When I saw the 2018 Doctor Who episode “Demons of the Punjab” I immediately wanted to make one or both of the aliens that were featured. Their design is incredibly striking and original, and the closer you look the more amazing details reveal themselves. Not to mention the episode itself was a standout of the season. I’d never made an organic alien mask before though, so I wasn’t sure what technique would be best to use. I dragged my heels for a while, but as it was looking more and more like an in-person Chicago TARDIS would happen in 2021, I decided I was finally going to build one of these things. I tried to get Lynette on board so we could represent the two Thijarians that are in the episode, but she wasn’t feeling it. That turned out to be fortunate, because it took me every spare moment I had just to crank out ONE of these.
Inspired mainly by the work of Kazul and of Steven K Smith, I decided it would be possible to build the head out of EVA foam, and sculpt the details with a combination of carving away the foam with a rotary tool, and building on top with foam clay. After doing some preliminary materials tests to make sure my ideas would work, I started by covering my plastic bust with foil and tape to bulk it out a bit, then covering it in Monster Clay and sculpting half of a Thijarian head. My plan was always to strip off the ears, eyes, and tusk details to then pull a pattern, but I had to sculpt them (at least roughly) in order to make sure I had the shapes and proportions right. I can now see where I didn’t quite nail it – specifically the lower front of the face – I think I needed to add some mass there – but I got it to a place where I was happy with it. First I pulled patterns for the ears, side-ridges, and tusk socket things. Then I ripped those away and got a pattern for the bare head.

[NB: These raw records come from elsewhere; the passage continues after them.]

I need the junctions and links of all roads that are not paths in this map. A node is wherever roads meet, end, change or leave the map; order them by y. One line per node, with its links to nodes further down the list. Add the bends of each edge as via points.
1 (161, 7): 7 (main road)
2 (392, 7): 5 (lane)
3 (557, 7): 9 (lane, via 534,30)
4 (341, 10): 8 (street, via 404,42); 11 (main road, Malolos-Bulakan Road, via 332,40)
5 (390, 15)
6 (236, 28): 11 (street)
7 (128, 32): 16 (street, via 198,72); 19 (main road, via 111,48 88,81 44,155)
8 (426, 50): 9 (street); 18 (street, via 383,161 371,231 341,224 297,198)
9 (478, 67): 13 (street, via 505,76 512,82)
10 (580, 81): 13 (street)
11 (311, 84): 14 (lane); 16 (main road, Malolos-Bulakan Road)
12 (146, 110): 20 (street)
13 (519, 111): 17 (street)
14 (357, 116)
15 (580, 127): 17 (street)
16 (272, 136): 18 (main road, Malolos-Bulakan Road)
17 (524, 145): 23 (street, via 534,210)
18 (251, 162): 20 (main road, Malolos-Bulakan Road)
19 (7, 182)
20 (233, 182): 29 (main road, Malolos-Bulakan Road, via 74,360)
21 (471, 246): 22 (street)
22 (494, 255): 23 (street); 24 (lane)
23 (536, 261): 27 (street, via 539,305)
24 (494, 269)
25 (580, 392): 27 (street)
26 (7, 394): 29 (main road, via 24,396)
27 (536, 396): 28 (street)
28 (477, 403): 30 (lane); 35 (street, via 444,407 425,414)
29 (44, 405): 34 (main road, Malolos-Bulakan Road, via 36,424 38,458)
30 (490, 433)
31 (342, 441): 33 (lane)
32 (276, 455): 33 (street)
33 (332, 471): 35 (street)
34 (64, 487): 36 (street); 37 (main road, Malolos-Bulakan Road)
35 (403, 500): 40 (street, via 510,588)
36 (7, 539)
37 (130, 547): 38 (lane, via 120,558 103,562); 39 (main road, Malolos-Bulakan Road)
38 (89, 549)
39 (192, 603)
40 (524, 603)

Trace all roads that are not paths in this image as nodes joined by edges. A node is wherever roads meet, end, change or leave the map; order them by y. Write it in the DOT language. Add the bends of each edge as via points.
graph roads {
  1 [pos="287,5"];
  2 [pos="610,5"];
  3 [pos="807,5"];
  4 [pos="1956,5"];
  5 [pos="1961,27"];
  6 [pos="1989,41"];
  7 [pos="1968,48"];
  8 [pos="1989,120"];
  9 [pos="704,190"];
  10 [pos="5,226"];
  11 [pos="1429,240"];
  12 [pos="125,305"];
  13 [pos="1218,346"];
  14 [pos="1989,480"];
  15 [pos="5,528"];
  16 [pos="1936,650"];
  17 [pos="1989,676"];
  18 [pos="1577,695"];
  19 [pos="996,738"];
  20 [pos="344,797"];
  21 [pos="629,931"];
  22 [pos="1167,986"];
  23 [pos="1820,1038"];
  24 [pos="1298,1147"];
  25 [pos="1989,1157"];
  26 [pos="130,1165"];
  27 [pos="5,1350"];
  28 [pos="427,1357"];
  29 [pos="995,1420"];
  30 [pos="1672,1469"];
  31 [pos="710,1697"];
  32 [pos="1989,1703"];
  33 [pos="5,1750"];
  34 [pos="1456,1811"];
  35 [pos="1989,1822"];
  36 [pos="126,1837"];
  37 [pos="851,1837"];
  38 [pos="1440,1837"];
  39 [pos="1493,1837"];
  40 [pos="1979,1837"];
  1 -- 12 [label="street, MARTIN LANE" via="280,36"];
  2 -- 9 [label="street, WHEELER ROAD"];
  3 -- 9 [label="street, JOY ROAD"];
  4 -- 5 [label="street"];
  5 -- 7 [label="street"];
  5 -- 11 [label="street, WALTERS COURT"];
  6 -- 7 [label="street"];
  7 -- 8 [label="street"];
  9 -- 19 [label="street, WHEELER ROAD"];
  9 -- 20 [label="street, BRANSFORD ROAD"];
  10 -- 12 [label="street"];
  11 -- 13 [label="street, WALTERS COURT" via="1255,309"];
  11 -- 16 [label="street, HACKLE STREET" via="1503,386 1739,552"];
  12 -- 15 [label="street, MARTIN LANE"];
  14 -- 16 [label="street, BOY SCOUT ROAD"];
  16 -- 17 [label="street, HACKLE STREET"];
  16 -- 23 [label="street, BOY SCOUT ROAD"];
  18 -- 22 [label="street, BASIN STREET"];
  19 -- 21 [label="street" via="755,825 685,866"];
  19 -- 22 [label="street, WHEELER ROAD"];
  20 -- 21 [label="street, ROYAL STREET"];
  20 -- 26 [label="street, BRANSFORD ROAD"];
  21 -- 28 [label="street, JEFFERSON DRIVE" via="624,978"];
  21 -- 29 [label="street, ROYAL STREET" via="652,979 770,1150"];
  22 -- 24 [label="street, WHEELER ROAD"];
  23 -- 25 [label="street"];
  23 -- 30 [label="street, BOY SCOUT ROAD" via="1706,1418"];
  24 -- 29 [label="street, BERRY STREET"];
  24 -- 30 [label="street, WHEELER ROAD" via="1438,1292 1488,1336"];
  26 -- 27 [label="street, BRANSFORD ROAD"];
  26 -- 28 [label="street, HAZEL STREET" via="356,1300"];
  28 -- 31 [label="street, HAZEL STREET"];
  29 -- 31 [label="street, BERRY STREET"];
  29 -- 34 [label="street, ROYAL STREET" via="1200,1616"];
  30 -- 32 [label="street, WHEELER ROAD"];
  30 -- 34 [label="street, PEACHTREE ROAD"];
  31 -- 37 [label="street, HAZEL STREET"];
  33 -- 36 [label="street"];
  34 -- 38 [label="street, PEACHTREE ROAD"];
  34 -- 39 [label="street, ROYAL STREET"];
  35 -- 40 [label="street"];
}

I traced my patterns onto heavy brown paper, then cut them out of 8mm foam from Michael’s. I heat-formed each piece to give then some curves, and then glued everything together with Weldwood contact cement. I left the back 8 inches or so open, and installed a zipper, again with contact cement. The ears were a bit tricky. What I ended up doing was cutting them from the same thick foam as the rest of the head, but then thinning down the parts that would make up the tips. That was challenging with such soft foam, but I mounted my belt sander upside-down in my bench vice, and carefully took it down a little at a time until I was happy with it. I used 2mm foam for the interior of the ears, and embossed some parallel lines in them with a wooden sculpting tool. In order to figure out where the ears should be placed, I took some time to rough-in the eye positions, using the pattern lines to match up the left and right sides. After gluing the ears together, I attached them to the head and further shaped them with a rotary tool and sanding drum. In the end, the ears don’t quite wrap around the back of the head like they should have, probably due to small errors introduced between clay and tape, tape and paper, paper to foam, and foam ears to foam head, and then me not catching it until everything was glued and painted. Not a big deal, but something I notice.
In my experiments, I had been using glass cabochons to stand-in for eyeballs, but they are heavy and not transparent so I wouldn’t be able to use them in the final mask. I took a trip to the craft store and just wandered around for a while trying to find something appropriate. What I ended up getting was a string of led Christmas lights that have tinsel inside the colored plastic globes. My first plan was to cut each plastic globe in half, but that ended up protruding farther from the head than I wanted, AND left me with a supply problem. There were only 5 of each color bulb, and 14 eyes total. I couldn’t mix and match different colors, and the lights were too expensive to buy another strand just to harvest the plastic globes. I had already cut one globe in half, so I only had 4 globes left to work with and I needed 12 more eyeballs. Some quick math told me I could cut them into thirds and have enough, so that’s what I did. VERY CAREFULLY. Each globe had to then be sanded down so it would sit relatively flush against the foam. Luckily this created exactly the size and look I was after.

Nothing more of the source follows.